The other approach is first, of course, contain the malicious activity, but then see what the hackers do. That can actually help make sure the threat is eradicated.

“Let's figure out what's going on,” Wagner said. “Let's make sure that it's gone. Because if you don't do that, I guarantee if you turn off that box, they're just going to wait a month and come in somewhere else."

A handful of agencies, including the U.S. Postal Service, appear to have taken the so-called “honeypot” approach in recent months. That is, delaying booting hackers from their networks -- after malicious activity is detected, to understand the hackers’ behavior and what they’re seeking.

Still, not all delays -- or even most -- are strategic. Agencies are often challenged at responding to incidents because of a lack of relatively basic cyber hygiene, including configuration management, which describes the process of documenting updates and other changes to software and systems.

“We run into these issues when a vulnerability pops up, or a cyberattack occurs,” said David Bennett, chief information officer for the Defense Information Systems Agency, which operates the Defense Department’s computing centers. “You're scrambling trying to figure out who's affected, who's not affected."

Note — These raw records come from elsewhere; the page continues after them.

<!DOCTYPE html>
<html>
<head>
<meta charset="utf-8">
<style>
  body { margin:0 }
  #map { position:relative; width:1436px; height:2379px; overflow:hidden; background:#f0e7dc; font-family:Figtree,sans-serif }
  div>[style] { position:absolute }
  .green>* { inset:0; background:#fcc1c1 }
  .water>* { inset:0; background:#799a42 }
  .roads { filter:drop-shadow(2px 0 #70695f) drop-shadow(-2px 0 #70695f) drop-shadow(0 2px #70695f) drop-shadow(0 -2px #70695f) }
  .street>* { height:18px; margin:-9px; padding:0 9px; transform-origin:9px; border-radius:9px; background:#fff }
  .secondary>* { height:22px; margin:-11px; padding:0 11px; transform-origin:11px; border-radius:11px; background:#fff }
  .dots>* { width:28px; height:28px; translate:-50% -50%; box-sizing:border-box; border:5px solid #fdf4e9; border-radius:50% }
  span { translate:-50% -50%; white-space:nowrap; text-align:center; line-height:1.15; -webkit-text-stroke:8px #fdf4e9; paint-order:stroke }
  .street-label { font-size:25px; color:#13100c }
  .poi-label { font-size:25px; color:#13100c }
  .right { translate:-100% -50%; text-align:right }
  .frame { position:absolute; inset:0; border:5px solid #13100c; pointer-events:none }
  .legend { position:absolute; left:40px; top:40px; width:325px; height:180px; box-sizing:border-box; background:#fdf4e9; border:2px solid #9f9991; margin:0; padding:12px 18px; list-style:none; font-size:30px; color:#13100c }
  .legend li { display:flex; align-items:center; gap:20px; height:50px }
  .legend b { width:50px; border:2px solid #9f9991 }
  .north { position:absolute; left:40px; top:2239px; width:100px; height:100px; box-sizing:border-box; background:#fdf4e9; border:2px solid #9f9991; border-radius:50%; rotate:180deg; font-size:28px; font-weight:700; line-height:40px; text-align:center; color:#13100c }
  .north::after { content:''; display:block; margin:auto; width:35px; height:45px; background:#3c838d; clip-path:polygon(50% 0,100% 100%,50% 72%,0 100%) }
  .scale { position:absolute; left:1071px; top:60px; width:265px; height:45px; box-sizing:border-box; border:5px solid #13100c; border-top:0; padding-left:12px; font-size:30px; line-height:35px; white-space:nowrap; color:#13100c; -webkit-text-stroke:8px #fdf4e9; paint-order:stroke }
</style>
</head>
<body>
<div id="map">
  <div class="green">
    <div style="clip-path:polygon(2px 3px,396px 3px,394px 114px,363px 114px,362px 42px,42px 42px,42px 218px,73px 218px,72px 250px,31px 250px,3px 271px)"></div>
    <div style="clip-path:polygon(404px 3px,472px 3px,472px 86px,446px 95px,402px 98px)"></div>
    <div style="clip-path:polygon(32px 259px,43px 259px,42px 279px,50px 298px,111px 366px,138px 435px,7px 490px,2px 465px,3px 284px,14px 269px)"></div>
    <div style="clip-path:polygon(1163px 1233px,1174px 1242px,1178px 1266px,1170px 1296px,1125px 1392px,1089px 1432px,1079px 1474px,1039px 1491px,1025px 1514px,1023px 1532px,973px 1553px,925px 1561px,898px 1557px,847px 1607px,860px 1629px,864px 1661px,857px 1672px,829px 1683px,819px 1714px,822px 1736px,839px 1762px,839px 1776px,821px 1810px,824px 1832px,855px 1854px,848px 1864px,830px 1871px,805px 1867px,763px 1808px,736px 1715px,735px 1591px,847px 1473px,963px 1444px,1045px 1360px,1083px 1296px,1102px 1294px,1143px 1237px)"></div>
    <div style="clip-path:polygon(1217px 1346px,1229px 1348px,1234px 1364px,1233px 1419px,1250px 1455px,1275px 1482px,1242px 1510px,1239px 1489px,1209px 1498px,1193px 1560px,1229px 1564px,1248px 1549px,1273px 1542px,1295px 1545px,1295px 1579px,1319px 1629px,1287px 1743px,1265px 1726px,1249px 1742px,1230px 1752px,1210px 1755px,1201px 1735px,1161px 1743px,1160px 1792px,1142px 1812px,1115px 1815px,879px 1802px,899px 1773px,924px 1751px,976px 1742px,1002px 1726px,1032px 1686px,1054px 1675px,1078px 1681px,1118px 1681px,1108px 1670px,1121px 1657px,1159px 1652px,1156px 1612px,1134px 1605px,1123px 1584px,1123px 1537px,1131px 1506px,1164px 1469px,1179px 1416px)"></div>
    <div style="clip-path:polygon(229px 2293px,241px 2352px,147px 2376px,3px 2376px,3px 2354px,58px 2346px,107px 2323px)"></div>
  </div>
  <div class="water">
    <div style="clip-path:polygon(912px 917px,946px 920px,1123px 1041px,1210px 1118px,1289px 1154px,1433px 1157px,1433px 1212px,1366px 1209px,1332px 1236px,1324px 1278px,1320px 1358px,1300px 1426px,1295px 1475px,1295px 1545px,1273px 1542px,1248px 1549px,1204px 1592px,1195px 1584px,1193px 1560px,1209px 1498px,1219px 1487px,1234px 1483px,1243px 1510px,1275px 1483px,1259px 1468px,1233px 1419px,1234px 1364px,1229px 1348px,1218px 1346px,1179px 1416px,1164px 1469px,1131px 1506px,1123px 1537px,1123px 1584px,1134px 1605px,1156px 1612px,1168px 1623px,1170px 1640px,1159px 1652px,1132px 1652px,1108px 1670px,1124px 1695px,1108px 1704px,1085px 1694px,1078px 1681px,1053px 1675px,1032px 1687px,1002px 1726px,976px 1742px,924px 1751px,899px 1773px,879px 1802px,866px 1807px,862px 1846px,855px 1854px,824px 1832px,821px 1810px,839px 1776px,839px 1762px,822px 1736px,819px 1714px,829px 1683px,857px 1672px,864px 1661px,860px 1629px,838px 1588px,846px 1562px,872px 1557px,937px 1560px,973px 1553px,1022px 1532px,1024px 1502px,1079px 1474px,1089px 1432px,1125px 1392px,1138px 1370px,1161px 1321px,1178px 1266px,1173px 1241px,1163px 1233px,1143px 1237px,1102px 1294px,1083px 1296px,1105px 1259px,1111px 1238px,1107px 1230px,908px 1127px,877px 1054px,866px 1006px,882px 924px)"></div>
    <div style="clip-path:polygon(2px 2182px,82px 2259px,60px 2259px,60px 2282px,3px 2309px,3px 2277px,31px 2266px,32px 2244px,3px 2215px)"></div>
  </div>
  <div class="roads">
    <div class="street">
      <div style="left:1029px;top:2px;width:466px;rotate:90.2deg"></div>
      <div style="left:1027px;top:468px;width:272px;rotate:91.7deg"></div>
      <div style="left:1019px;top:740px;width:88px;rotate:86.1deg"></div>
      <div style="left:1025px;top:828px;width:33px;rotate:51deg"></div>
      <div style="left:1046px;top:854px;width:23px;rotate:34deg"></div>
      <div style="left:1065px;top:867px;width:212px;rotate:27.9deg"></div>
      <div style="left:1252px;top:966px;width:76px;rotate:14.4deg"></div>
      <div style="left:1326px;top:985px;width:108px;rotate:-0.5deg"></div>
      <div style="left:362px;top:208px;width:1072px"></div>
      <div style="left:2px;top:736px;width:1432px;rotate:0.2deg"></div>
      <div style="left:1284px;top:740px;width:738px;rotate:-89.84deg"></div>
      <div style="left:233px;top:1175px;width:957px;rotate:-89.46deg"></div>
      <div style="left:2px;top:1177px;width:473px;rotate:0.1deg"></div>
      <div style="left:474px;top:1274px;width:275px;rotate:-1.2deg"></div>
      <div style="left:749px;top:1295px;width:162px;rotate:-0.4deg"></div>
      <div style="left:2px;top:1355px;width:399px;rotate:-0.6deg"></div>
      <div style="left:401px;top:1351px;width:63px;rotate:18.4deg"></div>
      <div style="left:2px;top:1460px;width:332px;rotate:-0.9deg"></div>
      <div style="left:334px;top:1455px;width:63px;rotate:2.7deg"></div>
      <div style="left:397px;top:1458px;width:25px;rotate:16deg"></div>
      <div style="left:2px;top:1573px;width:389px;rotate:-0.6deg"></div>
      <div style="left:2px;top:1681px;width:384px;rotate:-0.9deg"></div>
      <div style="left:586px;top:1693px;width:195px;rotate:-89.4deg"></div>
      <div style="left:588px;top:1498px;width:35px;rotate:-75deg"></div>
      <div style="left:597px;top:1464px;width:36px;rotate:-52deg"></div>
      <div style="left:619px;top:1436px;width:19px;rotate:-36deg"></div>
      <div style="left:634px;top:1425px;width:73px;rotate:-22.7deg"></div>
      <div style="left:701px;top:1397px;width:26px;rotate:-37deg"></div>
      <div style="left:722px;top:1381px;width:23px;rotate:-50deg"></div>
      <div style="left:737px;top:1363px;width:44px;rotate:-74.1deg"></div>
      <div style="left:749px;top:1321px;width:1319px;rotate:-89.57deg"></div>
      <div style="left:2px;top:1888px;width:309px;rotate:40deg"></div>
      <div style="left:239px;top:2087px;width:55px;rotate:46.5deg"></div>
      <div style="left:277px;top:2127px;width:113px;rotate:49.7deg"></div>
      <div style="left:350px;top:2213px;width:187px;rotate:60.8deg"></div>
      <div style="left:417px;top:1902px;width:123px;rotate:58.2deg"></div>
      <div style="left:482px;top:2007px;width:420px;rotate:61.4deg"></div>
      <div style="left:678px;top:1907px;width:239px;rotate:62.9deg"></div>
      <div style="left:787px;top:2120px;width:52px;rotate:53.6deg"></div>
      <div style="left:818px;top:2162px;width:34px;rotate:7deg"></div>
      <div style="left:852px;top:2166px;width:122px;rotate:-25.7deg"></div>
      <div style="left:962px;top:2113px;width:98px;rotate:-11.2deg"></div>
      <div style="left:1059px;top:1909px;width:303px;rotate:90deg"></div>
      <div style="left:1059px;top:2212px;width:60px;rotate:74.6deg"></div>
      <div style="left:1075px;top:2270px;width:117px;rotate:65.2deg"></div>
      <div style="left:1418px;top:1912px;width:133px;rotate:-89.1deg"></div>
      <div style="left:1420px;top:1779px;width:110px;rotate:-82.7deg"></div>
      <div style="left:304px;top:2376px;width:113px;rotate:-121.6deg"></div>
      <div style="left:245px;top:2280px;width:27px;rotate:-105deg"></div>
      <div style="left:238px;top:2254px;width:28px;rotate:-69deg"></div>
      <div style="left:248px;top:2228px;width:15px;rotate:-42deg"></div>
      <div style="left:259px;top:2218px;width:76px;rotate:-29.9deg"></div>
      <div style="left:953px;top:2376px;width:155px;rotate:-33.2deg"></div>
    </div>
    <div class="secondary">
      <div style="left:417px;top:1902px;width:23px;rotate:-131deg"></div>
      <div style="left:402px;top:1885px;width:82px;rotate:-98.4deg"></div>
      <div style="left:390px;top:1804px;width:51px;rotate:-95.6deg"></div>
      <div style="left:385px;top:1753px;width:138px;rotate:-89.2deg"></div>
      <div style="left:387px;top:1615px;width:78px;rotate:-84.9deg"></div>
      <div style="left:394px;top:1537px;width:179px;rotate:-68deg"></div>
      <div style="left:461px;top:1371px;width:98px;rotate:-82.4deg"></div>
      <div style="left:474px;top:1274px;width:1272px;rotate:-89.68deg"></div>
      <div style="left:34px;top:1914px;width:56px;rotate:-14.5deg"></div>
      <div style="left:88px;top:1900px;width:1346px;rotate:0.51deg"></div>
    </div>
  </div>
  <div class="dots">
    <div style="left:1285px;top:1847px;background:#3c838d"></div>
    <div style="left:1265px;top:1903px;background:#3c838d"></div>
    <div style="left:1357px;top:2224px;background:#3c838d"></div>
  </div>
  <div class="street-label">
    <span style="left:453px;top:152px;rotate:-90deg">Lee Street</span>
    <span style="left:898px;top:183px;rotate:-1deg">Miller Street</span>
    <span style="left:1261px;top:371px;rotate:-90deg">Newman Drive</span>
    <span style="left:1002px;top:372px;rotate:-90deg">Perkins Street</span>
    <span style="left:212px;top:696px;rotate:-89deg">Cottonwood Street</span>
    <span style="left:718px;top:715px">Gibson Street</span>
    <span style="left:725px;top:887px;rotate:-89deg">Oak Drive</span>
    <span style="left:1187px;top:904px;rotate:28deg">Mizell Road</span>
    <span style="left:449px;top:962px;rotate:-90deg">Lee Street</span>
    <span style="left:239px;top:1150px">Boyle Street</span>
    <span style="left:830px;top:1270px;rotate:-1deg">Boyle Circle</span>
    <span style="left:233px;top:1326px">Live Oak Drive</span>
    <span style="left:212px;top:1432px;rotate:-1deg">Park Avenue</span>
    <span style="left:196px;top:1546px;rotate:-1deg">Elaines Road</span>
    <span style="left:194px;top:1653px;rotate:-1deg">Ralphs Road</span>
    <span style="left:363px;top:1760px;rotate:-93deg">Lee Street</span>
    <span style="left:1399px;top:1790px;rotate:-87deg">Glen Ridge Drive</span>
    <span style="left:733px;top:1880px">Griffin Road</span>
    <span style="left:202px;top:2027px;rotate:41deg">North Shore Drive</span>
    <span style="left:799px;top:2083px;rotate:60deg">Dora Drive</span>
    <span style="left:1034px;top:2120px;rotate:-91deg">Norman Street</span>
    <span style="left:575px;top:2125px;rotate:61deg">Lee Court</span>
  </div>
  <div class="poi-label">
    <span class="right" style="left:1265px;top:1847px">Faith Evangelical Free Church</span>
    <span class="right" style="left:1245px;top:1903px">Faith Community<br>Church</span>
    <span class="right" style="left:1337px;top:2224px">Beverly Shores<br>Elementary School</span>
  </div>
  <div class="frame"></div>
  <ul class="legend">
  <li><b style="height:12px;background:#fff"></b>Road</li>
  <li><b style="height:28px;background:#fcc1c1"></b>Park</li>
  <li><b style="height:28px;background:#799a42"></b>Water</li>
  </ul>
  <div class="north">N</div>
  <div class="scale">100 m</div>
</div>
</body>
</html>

Bennett added: "If you don't have a good configuration management database that is accurate, up-to-date and all-inclusive, every time you run into a cyber issue, you're going to spend -- I'm going to make this up -- the first five days of the issue doing nothing but trying to figure out who shot who and what's going to be impacted? And do you have five days? No, because the attack is happening at the speed of electrons and we're moving at the speed of pregnant turtles.”